Monday, April 5, 2010

It Was Just a Kernel of Popcorn

A kernel of popcorn can alter your life in an instant.

The afternoon and evening of Thursday, February 25th, 2010 were uneventful. My dad and stepmom munched popcorn for an afternoon snack. My dad read. My step-mom worked a crossword puzzle before making dinner. When it was ready, she called for him to come eat.

He stood and noticed a kernel of popcorn under a coffee table. The 94 year old bent over and picked it up. When he stood up straight with the popcorn in hand, the events were in motion leading to a major life change for him, for my stepmom, 90, and for his whole family.

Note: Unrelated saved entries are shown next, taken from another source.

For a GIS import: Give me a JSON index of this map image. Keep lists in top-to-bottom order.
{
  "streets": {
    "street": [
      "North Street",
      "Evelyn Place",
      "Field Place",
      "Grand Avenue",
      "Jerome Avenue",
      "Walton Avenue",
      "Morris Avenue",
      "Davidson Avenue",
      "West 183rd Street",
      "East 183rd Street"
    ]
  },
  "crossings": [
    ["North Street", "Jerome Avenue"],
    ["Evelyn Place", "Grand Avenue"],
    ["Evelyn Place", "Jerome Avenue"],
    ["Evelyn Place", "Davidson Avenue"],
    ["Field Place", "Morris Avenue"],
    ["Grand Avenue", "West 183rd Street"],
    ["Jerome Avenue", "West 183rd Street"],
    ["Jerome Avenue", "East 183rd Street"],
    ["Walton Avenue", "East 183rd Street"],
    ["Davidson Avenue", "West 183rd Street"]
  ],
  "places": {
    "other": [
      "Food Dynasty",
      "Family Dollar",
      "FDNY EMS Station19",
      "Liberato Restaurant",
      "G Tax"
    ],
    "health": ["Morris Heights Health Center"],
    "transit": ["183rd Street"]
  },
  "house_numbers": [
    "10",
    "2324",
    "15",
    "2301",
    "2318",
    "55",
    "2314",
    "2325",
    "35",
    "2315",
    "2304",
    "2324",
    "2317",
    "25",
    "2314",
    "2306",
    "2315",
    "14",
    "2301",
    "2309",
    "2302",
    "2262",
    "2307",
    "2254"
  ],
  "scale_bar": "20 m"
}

He lost his balance and fell backward, striking his neck on a side table and his head on something else. The force of the fall fractured a vertebra and crushed another in his neck. The blow to his head created a blood clot.
The good news is that he was in perfect health up to that moment, and he suffered no paralysis.

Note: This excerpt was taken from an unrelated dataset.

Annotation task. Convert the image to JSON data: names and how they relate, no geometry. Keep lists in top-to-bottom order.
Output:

I learned of the accident at 6 a.m. the next morning when my stepmom called, and I was at the hospital in Tyler by 1 p.m. that afternoon. She had been up all night waiting to call me.

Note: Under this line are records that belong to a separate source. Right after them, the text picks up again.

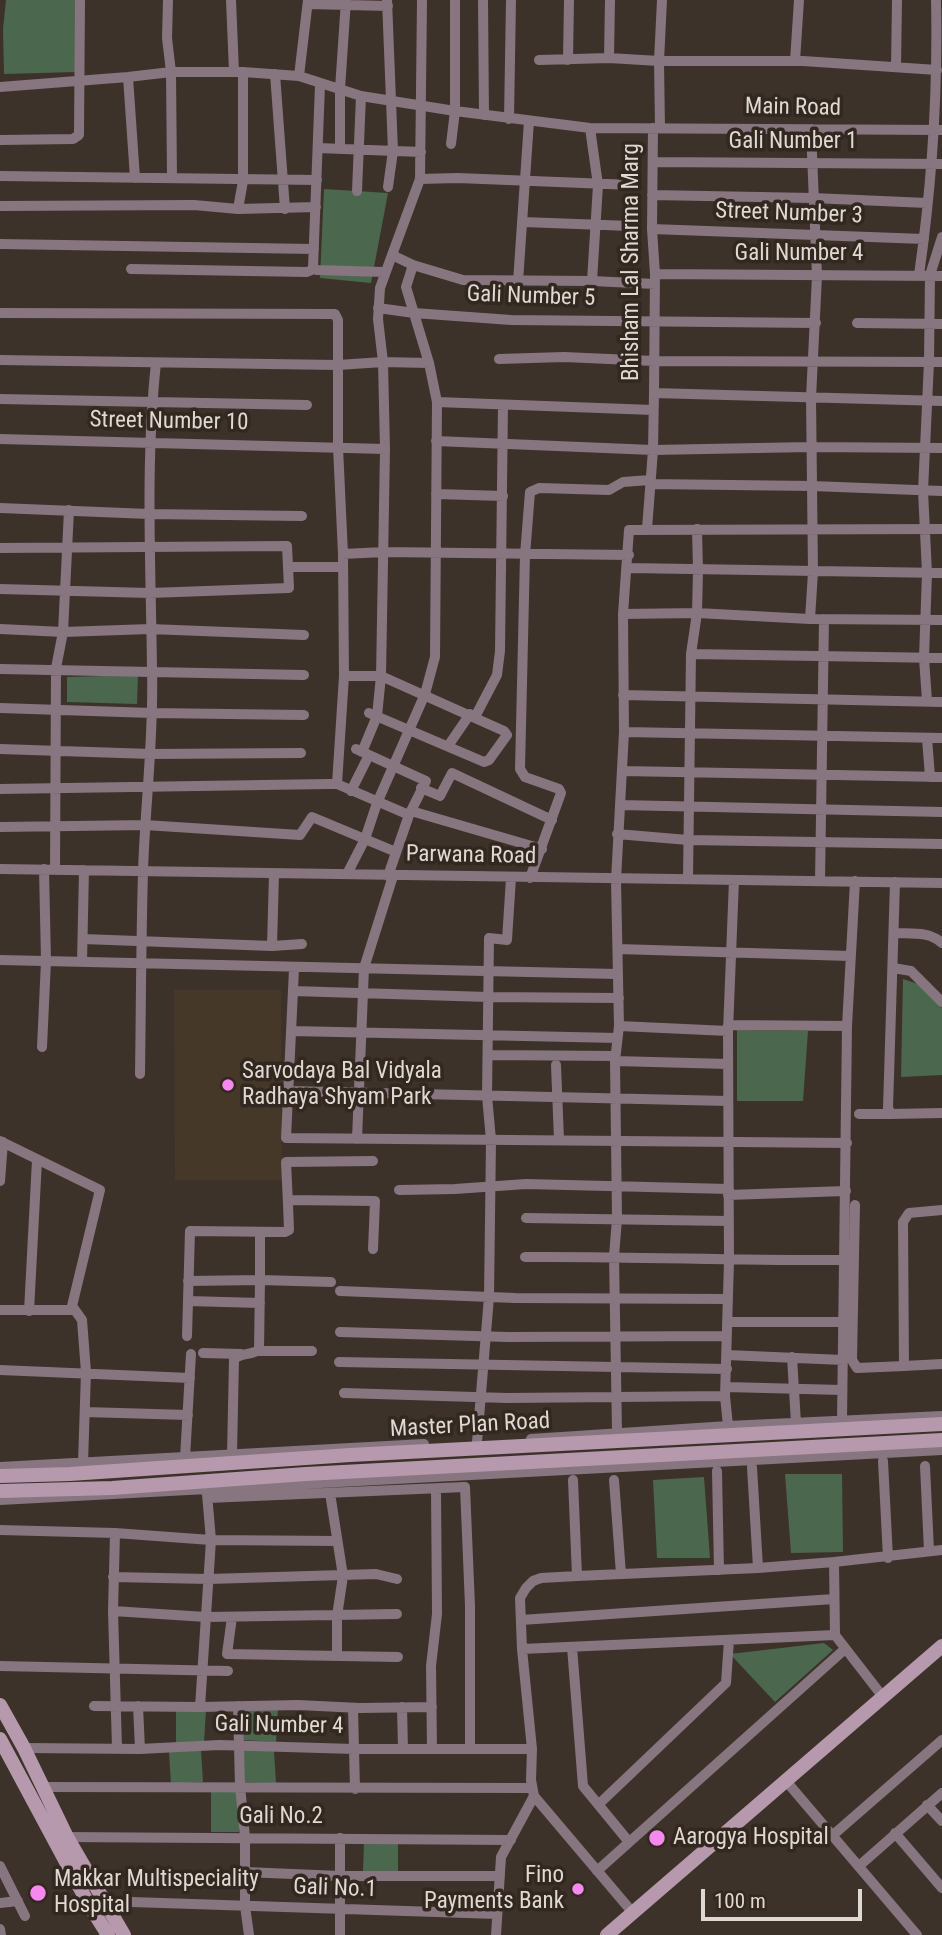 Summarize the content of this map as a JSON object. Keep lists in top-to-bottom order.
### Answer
{
  "streets": {
    "main road": ["Master Plan Road"],
    "street": [
      "Main Road",
      "Gali Number 1",
      "Street Number 3",
      "Gali Number 4",
      "Bhisham Lal Sharma Marg",
      "Gali Number 5",
      "Street Number 10",
      "Parwana Road",
      "Gali No.2",
      "Gali No.1"
    ]
  },
  "crossings": [
    ["Main Road", "Bhisham Lal Sharma Marg"],
    ["Gali Number 1", "Bhisham Lal Sharma Marg"],
    ["Street Number 3", "Bhisham Lal Sharma Marg"],
    ["Gali Number 4", "Bhisham Lal Sharma Marg"],
    ["Bhisham Lal Sharma Marg", "Gali Number 5"]
  ],
  "places": [
    "Sarvodaya Bal Vidyala Radhaya Shyam Park",
    "Aarogya Hospital",
    "Fino Payments Bank",
    "Makkar Multispeciality Hospital"
  ],
  "scale_bar": "100 m"
}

Life has been a blur since then—driving to Tyler, driving to their home, driving to the motel, driving to the hospital, driving home. My sister and brother-in-law drove from Denver arriving the next day. They have stayed there for weeks, allowing me to return to Austin for a while before rushing back when decisions had to be made.

Rather than surgery, we—including my dad—opted for a “halo” to hold his head and neck in place so that it can fuse. It was the best choice considering his age. Even the neurosurgeon said that he was ambivalent about surgery. He’ll have this halo for four to six months or more.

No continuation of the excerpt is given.